Action item: For the entries below, say how many lines include the word "roads" and add nothing else.
== Segment start ==
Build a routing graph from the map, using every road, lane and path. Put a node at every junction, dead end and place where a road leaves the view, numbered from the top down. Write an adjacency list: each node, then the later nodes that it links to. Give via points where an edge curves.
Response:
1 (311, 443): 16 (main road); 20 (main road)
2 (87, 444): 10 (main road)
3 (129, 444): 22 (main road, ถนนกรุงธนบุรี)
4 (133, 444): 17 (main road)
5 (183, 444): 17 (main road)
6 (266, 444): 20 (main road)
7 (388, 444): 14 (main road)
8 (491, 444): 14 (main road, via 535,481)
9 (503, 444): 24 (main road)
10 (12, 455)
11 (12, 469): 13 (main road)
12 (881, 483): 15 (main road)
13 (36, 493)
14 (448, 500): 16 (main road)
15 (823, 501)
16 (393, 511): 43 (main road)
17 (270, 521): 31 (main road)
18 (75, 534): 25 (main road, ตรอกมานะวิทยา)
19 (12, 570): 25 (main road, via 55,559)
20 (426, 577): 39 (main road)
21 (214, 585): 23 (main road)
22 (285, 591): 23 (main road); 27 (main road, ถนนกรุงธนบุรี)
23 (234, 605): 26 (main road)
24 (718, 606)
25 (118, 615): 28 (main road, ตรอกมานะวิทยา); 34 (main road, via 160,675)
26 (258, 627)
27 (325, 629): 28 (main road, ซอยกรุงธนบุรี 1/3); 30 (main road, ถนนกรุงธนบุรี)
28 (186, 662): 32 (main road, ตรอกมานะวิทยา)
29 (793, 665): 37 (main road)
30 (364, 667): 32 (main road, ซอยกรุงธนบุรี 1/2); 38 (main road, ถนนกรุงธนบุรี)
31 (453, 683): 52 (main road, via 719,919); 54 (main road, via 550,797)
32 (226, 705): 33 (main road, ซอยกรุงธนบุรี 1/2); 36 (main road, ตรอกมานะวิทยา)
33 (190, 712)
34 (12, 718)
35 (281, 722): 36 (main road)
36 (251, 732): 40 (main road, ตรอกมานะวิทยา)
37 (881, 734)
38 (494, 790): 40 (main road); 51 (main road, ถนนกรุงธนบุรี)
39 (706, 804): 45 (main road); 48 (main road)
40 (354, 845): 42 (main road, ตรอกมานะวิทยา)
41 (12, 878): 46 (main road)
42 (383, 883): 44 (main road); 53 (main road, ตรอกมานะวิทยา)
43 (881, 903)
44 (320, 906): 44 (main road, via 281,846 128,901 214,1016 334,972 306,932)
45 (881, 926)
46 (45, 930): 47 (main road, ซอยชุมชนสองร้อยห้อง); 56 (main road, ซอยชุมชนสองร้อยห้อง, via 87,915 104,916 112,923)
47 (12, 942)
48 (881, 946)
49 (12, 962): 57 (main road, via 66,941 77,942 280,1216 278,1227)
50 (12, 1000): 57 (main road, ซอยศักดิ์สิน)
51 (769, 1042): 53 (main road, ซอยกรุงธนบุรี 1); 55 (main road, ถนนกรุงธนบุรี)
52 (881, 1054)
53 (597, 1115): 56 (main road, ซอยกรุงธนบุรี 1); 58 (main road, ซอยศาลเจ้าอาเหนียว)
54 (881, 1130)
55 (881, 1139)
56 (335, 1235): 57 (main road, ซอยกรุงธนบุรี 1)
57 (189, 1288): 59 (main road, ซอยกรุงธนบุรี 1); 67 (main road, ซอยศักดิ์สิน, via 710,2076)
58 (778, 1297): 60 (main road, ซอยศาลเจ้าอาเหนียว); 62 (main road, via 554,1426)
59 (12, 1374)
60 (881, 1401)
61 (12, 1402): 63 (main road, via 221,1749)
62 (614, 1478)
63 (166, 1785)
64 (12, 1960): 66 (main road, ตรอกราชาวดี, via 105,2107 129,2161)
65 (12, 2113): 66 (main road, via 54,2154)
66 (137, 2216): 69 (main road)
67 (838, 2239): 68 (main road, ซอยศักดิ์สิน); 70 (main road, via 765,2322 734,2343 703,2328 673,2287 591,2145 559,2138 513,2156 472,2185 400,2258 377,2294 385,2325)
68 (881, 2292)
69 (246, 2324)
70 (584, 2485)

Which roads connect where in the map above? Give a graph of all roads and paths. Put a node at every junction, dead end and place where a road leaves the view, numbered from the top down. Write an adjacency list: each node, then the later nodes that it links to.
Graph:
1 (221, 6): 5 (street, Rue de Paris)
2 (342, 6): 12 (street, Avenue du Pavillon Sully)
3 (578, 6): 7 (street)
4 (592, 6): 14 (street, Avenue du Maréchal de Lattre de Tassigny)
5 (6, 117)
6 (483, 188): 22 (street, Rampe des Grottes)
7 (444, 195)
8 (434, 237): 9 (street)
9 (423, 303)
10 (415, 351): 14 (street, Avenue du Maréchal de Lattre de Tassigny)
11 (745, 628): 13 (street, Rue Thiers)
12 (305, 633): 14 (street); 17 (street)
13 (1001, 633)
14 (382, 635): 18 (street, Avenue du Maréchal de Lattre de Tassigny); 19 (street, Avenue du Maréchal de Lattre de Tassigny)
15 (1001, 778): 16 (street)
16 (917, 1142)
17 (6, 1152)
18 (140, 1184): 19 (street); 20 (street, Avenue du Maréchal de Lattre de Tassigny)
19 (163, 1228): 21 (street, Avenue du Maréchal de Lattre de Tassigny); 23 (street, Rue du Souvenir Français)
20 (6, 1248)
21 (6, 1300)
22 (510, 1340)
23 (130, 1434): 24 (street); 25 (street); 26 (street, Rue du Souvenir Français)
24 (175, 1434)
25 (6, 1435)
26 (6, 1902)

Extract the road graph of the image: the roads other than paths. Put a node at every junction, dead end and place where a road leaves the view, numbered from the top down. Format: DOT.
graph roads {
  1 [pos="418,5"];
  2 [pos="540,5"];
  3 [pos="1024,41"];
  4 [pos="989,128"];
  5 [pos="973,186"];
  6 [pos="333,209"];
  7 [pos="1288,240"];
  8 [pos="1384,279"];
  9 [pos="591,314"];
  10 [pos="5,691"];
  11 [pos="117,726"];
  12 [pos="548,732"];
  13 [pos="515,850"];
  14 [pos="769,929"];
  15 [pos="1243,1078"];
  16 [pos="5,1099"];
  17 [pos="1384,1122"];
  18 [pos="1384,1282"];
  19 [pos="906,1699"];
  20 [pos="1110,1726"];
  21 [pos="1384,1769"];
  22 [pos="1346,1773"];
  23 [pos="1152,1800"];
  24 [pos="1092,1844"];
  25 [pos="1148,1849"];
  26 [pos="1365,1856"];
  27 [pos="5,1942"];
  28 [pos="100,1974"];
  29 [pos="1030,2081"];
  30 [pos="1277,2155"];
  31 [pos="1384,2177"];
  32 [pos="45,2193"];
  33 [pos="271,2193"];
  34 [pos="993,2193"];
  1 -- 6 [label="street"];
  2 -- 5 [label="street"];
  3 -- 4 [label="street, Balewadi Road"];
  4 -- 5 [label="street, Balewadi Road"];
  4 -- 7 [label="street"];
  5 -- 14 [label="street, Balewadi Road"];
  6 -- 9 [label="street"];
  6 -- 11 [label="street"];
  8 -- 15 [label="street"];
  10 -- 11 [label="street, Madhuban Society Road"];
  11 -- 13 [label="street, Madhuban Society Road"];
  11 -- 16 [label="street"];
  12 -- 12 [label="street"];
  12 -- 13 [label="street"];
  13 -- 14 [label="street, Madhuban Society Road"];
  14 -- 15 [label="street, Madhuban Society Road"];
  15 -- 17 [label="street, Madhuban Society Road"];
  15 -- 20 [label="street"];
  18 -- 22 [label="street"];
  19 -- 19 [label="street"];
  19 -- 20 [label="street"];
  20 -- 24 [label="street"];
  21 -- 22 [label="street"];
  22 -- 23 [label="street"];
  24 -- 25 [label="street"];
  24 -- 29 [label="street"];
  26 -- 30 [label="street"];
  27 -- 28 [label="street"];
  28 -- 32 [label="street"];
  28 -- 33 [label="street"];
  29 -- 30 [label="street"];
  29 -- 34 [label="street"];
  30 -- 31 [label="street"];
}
== Segment end ==
Output: 3